Work request:
Return the listing below exactly, with the pictures dropped.

= = = = =

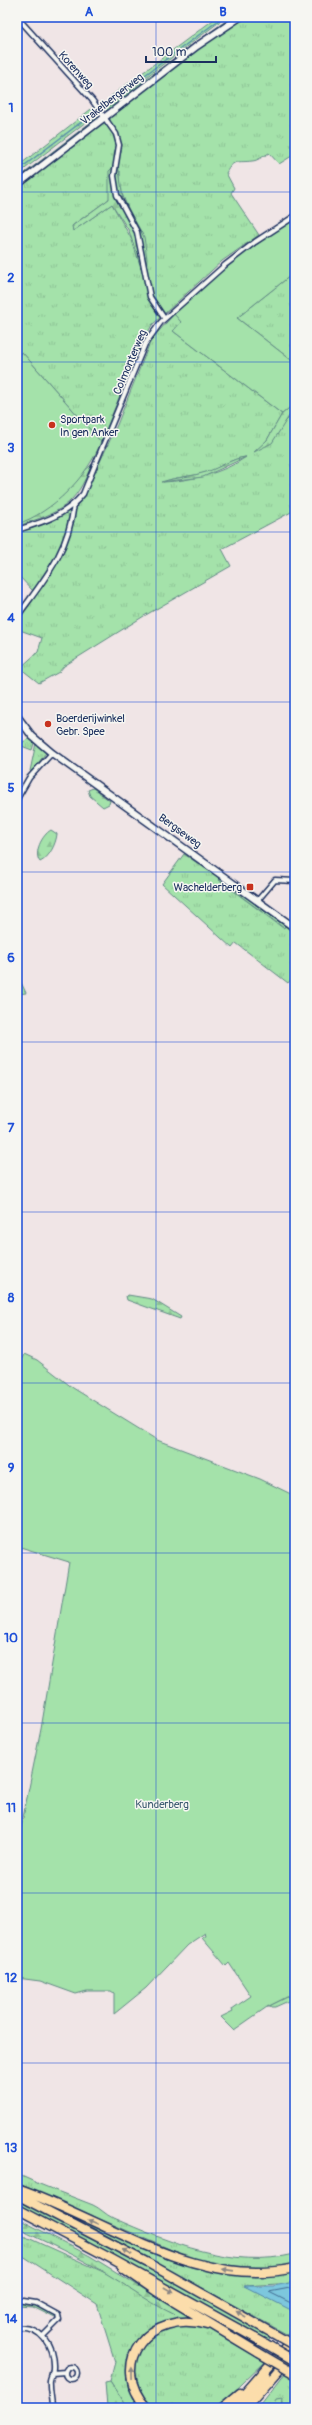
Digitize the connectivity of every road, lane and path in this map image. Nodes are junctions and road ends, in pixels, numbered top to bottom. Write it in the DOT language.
graph roads {
  1 [pos="240,17"];
  2 [pos="17,18"];
  3 [pos="104,117"];
  4 [pos="17,185"];
  5 [pos="295,216"];
  6 [pos="164,318"];
  7 [pos="74,504"];
  8 [pos="17,530"];
  9 [pos="17,617"];
  10 [pos="17,716"];
  11 [pos="52,752"];
  12 [pos="17,799"];
  13 [pos="295,881"];
  14 [pos="258,900"];
  15 [pos="295,928"];
  16 [pos="17,2189"];
  17 [pos="17,2195"];
  18 [pos="17,2209"];
  19 [pos="110,2258"];
  20 [pos="295,2268"];
  21 [pos="17,2300"];
  22 [pos="17,2328"];
  23 [pos="218,2329"];
  24 [pos="43,2336"];
  25 [pos="295,2336"];
  26 [pos="295,2342"];
  27 [pos="295,2346"];
  28 [pos="295,2352"];
  29 [pos="295,2361"];
  30 [pos="65,2372"];
  31 [pos="52,2373"];
  32 [pos="295,2374"];
  33 [pos="271,2380"];
  34 [pos="255,2382"];
  35 [pos="52,2408"];
  36 [pos="147,2408"];
  37 [pos="222,2408"];
  38 [pos="232,2408"];
  39 [pos="238,2408"];
  40 [pos="246,2408"];
  41 [pos="254,2408"];
  1 -- 3 [label="street, Vrakelbergerweg"];
  2 -- 3 [label="street, Korenweg"];
  3 -- 4 [label="street, Vrakelbergerweg"];
  3 -- 6 [label="street, Korenweg"];
  5 -- 6 [label="street, Colmonterweg"];
  6 -- 7 [label="street, Colmonterweg"];
  7 -- 8 [label="street"];
  7 -- 9 [label="street"];
  10 -- 11 [label="street, Bergseweg"];
  11 -- 12 [label="street"];
  11 -- 14 [label="street, Bergseweg"];
  13 -- 14 [label="street"];
  14 -- 15 [label="street, Bergseweg"];
  20 -- 16 [label="highway, one-way"];
  27 -- 17 [label="highway, one-way, bridge"];
  18 -- 19 [label="highway"];
  19 -- 23 [label="highway"];
  19 -- 29 [label="highway, one-way, bridge"];
  21 -- 24 [label="street"];
  22 -- 24 [label="street"];
  23 -- 32 [label="highway, bridge"];
  36 -- 23 [label="highway, one-way"];
  24 -- 31 [label="street"];
  25 -- 34 [label="highway"];
  26 -- 39 [label="main road"];
  28 -- 33 [label="highway"];
  30 -- 31 [label="street"];
  31 -- 35 [label="street"];
  33 -- 40 [label="highway"];
  33 -- 41 [label="highway"];
  34 -- 37 [label="highway"];
  34 -- 38 [label="highway"];
}
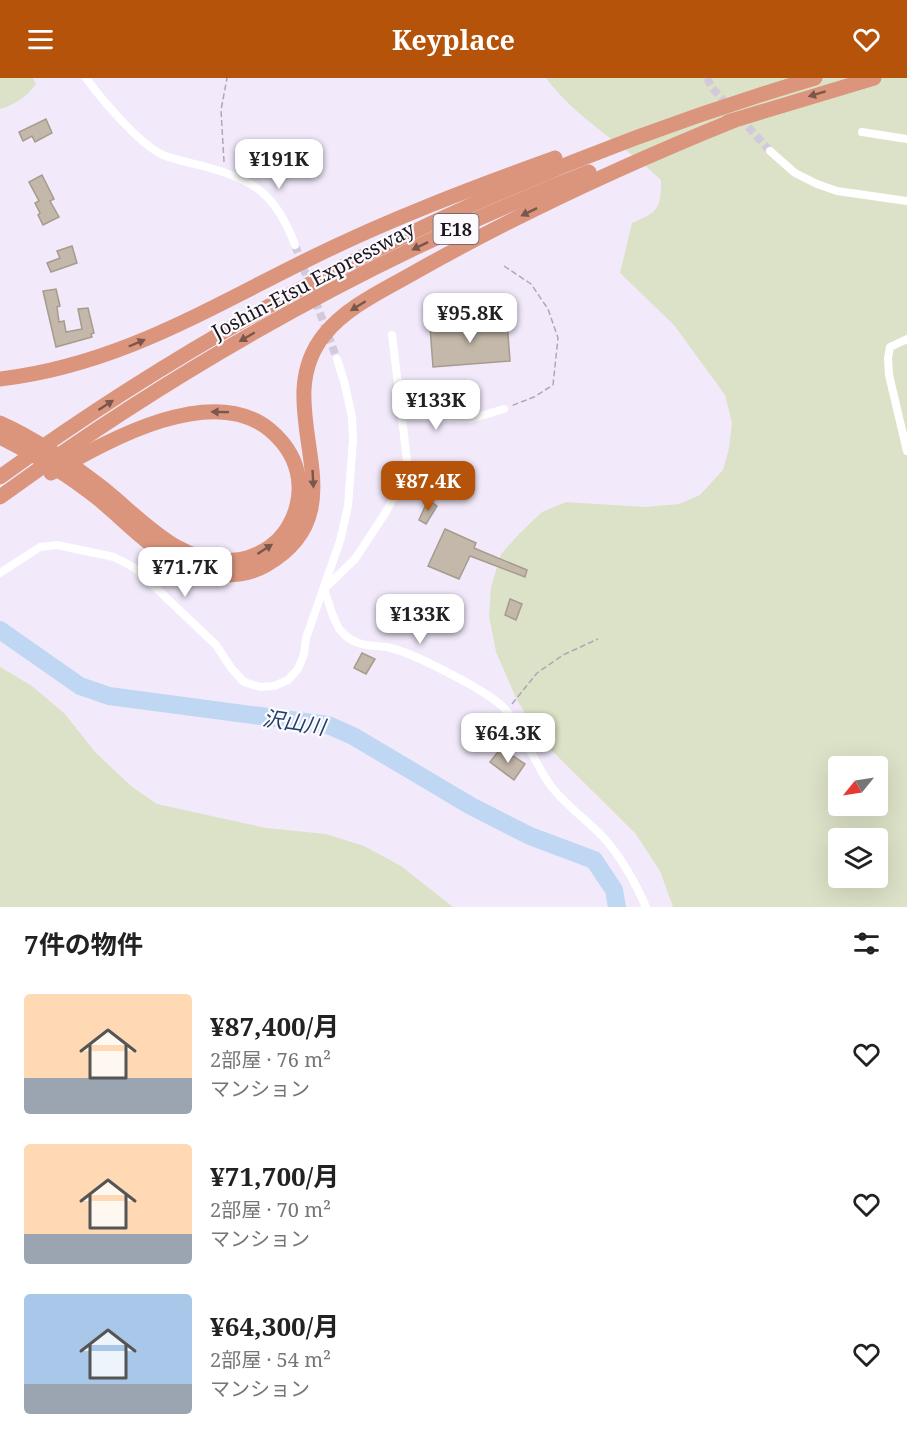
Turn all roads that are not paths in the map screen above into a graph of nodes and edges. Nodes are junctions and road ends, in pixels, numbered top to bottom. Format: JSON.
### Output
{"nodes":[{"id":1,"x":86,"y":78,"type":"edge"},
{"id":2,"x":815,"y":78,"type":"edge"},
{"id":3,"x":874,"y":78,"type":"edge"},
{"id":4,"x":745,"y":99,"type":"junction"},
{"id":5,"x":735,"y":120,"type":"junction"},
{"id":6,"x":862,"y":132,"type":"dead end"},
{"id":7,"x":907,"y":139,"type":"edge"},
{"id":8,"x":770,"y":151,"type":"tunnel mouth"},
{"id":9,"x":907,"y":201,"type":"edge"},
{"id":10,"x":295,"y":245,"type":"tunnel mouth"},
{"id":11,"x":392,"y":335,"type":"dead end"},
{"id":12,"x":907,"y":339,"type":"edge"},
{"id":13,"x":337,"y":358,"type":"tunnel mouth"},
{"id":14,"x":0,"y":379,"type":"edge"},
{"id":15,"x":504,"y":409,"type":"road end"},
{"id":16,"x":402,"y":416,"type":"junction"},
{"id":17,"x":0,"y":423,"type":"edge"},
{"id":18,"x":0,"y":437,"type":"edge"},
{"id":19,"x":907,"y":451,"type":"edge"},
{"id":20,"x":75,"y":452,"type":"junction"},
{"id":21,"x":39,"y":475,"type":"junction"},
{"id":22,"x":0,"y":477,"type":"edge"},
{"id":23,"x":0,"y":497,"type":"edge"},
{"id":24,"x":0,"y":507,"type":"edge"},
{"id":25,"x":0,"y":573,"type":"edge"},
{"id":26,"x":324,"y":589,"type":"junction"},
{"id":27,"x":646,"y":907,"type":"edge"}],
"edges":[{"from":1,"to":10,"type":"street"},
{"from":2,"to":4,"type":"highway","name":"Joshin-Etsu Expressway","number":"E18"},
{"from":3,"to":5,"type":"highway","name":"Joshin-Etsu Expressway","number":"E18","one_way":true},
{"from":14,"to":4,"type":"highway","one_way":true},
{"from":22,"to":4,"type":"highway","name":"Joshin-Etsu Expressway","number":"E18","one_way":true},
{"from":5,"to":18,"type":"highway","one_way":true},
{"from":5,"to":20,"type":"highway","name":"Joshin-Etsu Expressway","number":"E18","one_way":true},
{"from":6,"to":7,"type":"street"},
{"from":8,"to":9,"type":"street"},
{"from":11,"to":16,"type":"street"},
{"from":12,"to":19,"type":"street"},
{"from":13,"to":26,"type":"street"},
{"from":15,"to":16,"type":"street"},
{"from":16,"to":26,"type":"street"},
{"from":17,"to":20,"type":"highway","one_way":true},
{"from":20,"to":21,"type":"highway","name":"Joshin-Etsu Expressway","number":"E18"},
{"from":21,"to":23,"type":"highway","name":"Joshin-Etsu Expressway","number":"E18"},
{"from":21,"to":24,"type":"highway"},
{"from":25,"to":26,"type":"street"},
{"from":26,"to":27,"type":"street"}]}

= = = = =

Exercise output:
Digitize the connectivity of every road, lane and path in this map image. Nodes are junctions and road ends, in pixels, numbered top to bottom. Write it in the DOT language.
graph roads {
  1 [pos="240,17"];
  2 [pos="17,18"];
  3 [pos="104,117"];
  4 [pos="17,185"];
  5 [pos="295,216"];
  6 [pos="164,318"];
  7 [pos="74,504"];
  8 [pos="17,530"];
  9 [pos="17,617"];
  10 [pos="17,716"];
  11 [pos="52,752"];
  12 [pos="17,799"];
  13 [pos="295,881"];
  14 [pos="258,900"];
  15 [pos="295,928"];
  16 [pos="17,2189"];
  17 [pos="17,2195"];
  18 [pos="17,2209"];
  19 [pos="110,2258"];
  20 [pos="295,2268"];
  21 [pos="17,2300"];
  22 [pos="17,2328"];
  23 [pos="218,2329"];
  24 [pos="43,2336"];
  25 [pos="295,2336"];
  26 [pos="295,2342"];
  27 [pos="295,2346"];
  28 [pos="295,2352"];
  29 [pos="295,2361"];
  30 [pos="65,2372"];
  31 [pos="52,2373"];
  32 [pos="295,2374"];
  33 [pos="271,2380"];
  34 [pos="255,2382"];
  35 [pos="52,2408"];
  36 [pos="147,2408"];
  37 [pos="222,2408"];
  38 [pos="232,2408"];
  39 [pos="238,2408"];
  40 [pos="246,2408"];
  41 [pos="254,2408"];
  1 -- 3 [label="street, Vrakelbergerweg"];
  2 -- 3 [label="street, Korenweg"];
  3 -- 4 [label="street, Vrakelbergerweg"];
  3 -- 6 [label="street, Korenweg"];
  5 -- 6 [label="street, Colmonterweg"];
  6 -- 7 [label="street, Colmonterweg"];
  7 -- 8 [label="street"];
  7 -- 9 [label="street"];
  10 -- 11 [label="street, Bergseweg"];
  11 -- 12 [label="street"];
  11 -- 14 [label="street, Bergseweg"];
  13 -- 14 [label="street"];
  14 -- 15 [label="street, Bergseweg"];
  20 -- 16 [label="highway, one-way"];
  27 -- 17 [label="highway, one-way, bridge"];
  18 -- 19 [label="highway"];
  19 -- 23 [label="highway"];
  19 -- 29 [label="highway, one-way, bridge"];
  21 -- 24 [label="street"];
  22 -- 24 [label="street"];
  23 -- 32 [label="highway, bridge"];
  36 -- 23 [label="highway, one-way"];
  24 -- 31 [label="street"];
  25 -- 34 [label="highway"];
  26 -- 39 [label="main road"];
  28 -- 33 [label="highway"];
  30 -- 31 [label="street"];
  31 -- 35 [label="street"];
  33 -- 40 [label="highway"];
  33 -- 41 [label="highway"];
  34 -- 37 [label="highway"];
  34 -- 38 [label="highway"];
}
Turn all roads that are not paths in the map screen above into a graph of nodes and edges. Nodes are junctions and road ends, in pixels, numbered top to bottom. Format: JSON.
### Output
{"nodes":[{"id":1,"x":86,"y":78,"type":"edge"},
{"id":2,"x":815,"y":78,"type":"edge"},
{"id":3,"x":874,"y":78,"type":"edge"},
{"id":4,"x":745,"y":99,"type":"junction"},
{"id":5,"x":735,"y":120,"type":"junction"},
{"id":6,"x":862,"y":132,"type":"dead end"},
{"id":7,"x":907,"y":139,"type":"edge"},
{"id":8,"x":770,"y":151,"type":"tunnel mouth"},
{"id":9,"x":907,"y":201,"type":"edge"},
{"id":10,"x":295,"y":245,"type":"tunnel mouth"},
{"id":11,"x":392,"y":335,"type":"dead end"},
{"id":12,"x":907,"y":339,"type":"edge"},
{"id":13,"x":337,"y":358,"type":"tunnel mouth"},
{"id":14,"x":0,"y":379,"type":"edge"},
{"id":15,"x":504,"y":409,"type":"road end"},
{"id":16,"x":402,"y":416,"type":"junction"},
{"id":17,"x":0,"y":423,"type":"edge"},
{"id":18,"x":0,"y":437,"type":"edge"},
{"id":19,"x":907,"y":451,"type":"edge"},
{"id":20,"x":75,"y":452,"type":"junction"},
{"id":21,"x":39,"y":475,"type":"junction"},
{"id":22,"x":0,"y":477,"type":"edge"},
{"id":23,"x":0,"y":497,"type":"edge"},
{"id":24,"x":0,"y":507,"type":"edge"},
{"id":25,"x":0,"y":573,"type":"edge"},
{"id":26,"x":324,"y":589,"type":"junction"},
{"id":27,"x":646,"y":907,"type":"edge"}],
"edges":[{"from":1,"to":10,"type":"street"},
{"from":2,"to":4,"type":"highway","name":"Joshin-Etsu Expressway","number":"E18"},
{"from":3,"to":5,"type":"highway","name":"Joshin-Etsu Expressway","number":"E18","one_way":true},
{"from":14,"to":4,"type":"highway","one_way":true},
{"from":22,"to":4,"type":"highway","name":"Joshin-Etsu Expressway","number":"E18","one_way":true},
{"from":5,"to":18,"type":"highway","one_way":true},
{"from":5,"to":20,"type":"highway","name":"Joshin-Etsu Expressway","number":"E18","one_way":true},
{"from":6,"to":7,"type":"street"},
{"from":8,"to":9,"type":"street"},
{"from":11,"to":16,"type":"street"},
{"from":12,"to":19,"type":"street"},
{"from":13,"to":26,"type":"street"},
{"from":15,"to":16,"type":"street"},
{"from":16,"to":26,"type":"street"},
{"from":17,"to":20,"type":"highway","one_way":true},
{"from":20,"to":21,"type":"highway","name":"Joshin-Etsu Expressway","number":"E18"},
{"from":21,"to":23,"type":"highway","name":"Joshin-Etsu Expressway","number":"E18"},
{"from":21,"to":24,"type":"highway"},
{"from":25,"to":26,"type":"street"},
{"from":26,"to":27,"type":"street"}]}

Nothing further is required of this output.